A couple of weeks ago, Adam and I went to the Tennessee State Museum in Nashville. The museum is located just north of the Farmer’s Market, at 1000 Rosa L. Parks Blvd. The facility is relatively new, as they used to be in a different building downtown. Once you park, you can easily visit the Farmer’s Market, Bicentennial Park, and the Museum. If you go on a weekend, get there very early, as parking fills up quickly.
When we arrived, we initially went over to Bicentennial Park, as the museum had not opened yet. The park is a large mall that extends down to the State Capital. The mall has a granite timeline wall that traces two hundred years of Tennessee History, from 1796 to 1996. As you walk along the wall, there os a large marker on the opposite side marking each 10 years, evenly spaced apart. Below are a couple of pictures we took of interesting road trip related facts, including the first concrete highway, and the start of the Great Smoky Mountains NP.
Also along the walkway, there is a special area dedicated to Tennessee’s contributions to WWII, as well as a ‘Star’ gallery at the end honoring Tennessee’s musical artists.

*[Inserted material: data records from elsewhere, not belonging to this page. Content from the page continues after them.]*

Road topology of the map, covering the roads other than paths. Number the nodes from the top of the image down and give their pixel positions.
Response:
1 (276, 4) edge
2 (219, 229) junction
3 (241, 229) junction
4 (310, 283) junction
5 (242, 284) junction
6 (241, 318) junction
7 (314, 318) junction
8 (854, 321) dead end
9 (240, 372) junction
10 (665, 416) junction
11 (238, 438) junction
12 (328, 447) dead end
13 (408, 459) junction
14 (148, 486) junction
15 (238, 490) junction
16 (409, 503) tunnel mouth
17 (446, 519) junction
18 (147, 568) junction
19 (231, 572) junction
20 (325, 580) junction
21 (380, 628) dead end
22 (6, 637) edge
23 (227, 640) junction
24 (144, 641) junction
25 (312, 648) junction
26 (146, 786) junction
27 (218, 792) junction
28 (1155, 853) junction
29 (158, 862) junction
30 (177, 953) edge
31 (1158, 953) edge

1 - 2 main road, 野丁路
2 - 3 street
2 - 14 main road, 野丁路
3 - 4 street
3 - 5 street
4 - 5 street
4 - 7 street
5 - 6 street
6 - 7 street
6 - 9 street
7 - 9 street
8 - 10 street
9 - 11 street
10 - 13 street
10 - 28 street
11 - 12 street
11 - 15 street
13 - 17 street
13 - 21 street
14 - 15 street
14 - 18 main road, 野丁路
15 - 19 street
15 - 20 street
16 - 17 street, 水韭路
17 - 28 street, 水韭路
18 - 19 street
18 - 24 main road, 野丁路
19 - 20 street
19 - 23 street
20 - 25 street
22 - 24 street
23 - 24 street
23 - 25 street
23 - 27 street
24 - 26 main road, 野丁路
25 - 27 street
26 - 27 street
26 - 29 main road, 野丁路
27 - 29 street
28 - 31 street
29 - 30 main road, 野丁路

From there, we took a picture of the length of the mall up to the Capital Building, although the sun made the picture tricky to get.
From there, we crossed the street to the museum, which you can see below. There is an outdoor on the second floor behind the columns to the right. Once you get up there, you will find rocking chairs, you can view the entire park and south into the city. It was a great view.
You’ll enter the ‘Grand Hall’ on the first floor, where they have an information desk, as well as a museum store. There is also a Children’s Gallery and education areas on this floor. Upstairs, there are several temporary exhibit galleries, and the Permanent Exhibition, the Tennessee Time Tunnel. The ‘Tunnel’ connects you to six different areas that tell the history of the state. You’ll start out in the Natural History section, then go to First Peoples, which focuses on the year 13,000 BCE to 1760 CE. From there is’s on to Forging a Nation (1760-1860), Civil War and Reconstruction (1860 to 1870), Change and Challenger (1870 to 1945), and finally Tennessee Transforms (1945 to Present). There are some amazing artifacts located in each area, below are a few pictures we took of our favorites.
A display case about farming in east Tennessee, with artifacts from families on Grainger County, where my ancestors lived up until the 1920s.
Next up was some Cold War era items, a Geiger Counter, a Fallout Protection booklet, and a drum of Drinking Water. These items were also pretty important to Tennessee with the work being done in Oak Ridge.
They have the original sign from the Ernest Tubb Record Shop on Broadway in Nashville.
And they also had several artifacts from famous Tennesseans. Below you will see a stage outfit from Dolly Parton, a suit from Johnny Cash, helmets from Bobby Hamilton, a basketball uniform from the Memphis Grizzlies, a sweater and shirt from Pat Summitt, and a flight suit from Barry Wilmore, a NASA astronaut and graduate of our hometown Mt. Juliet High School.
And to me, the highlight was something that wasn’t related to Tennessee, but was another reminder of the tragedy that was 9/11. They have a file cabinet drawer that still contains files from the World Trade Center. Obviously damaged and partially burned, it’s incredible to think about where this might have been in the building, who may have used it, and what outcome did those individuals have. We truly need to make sure we Never Forget.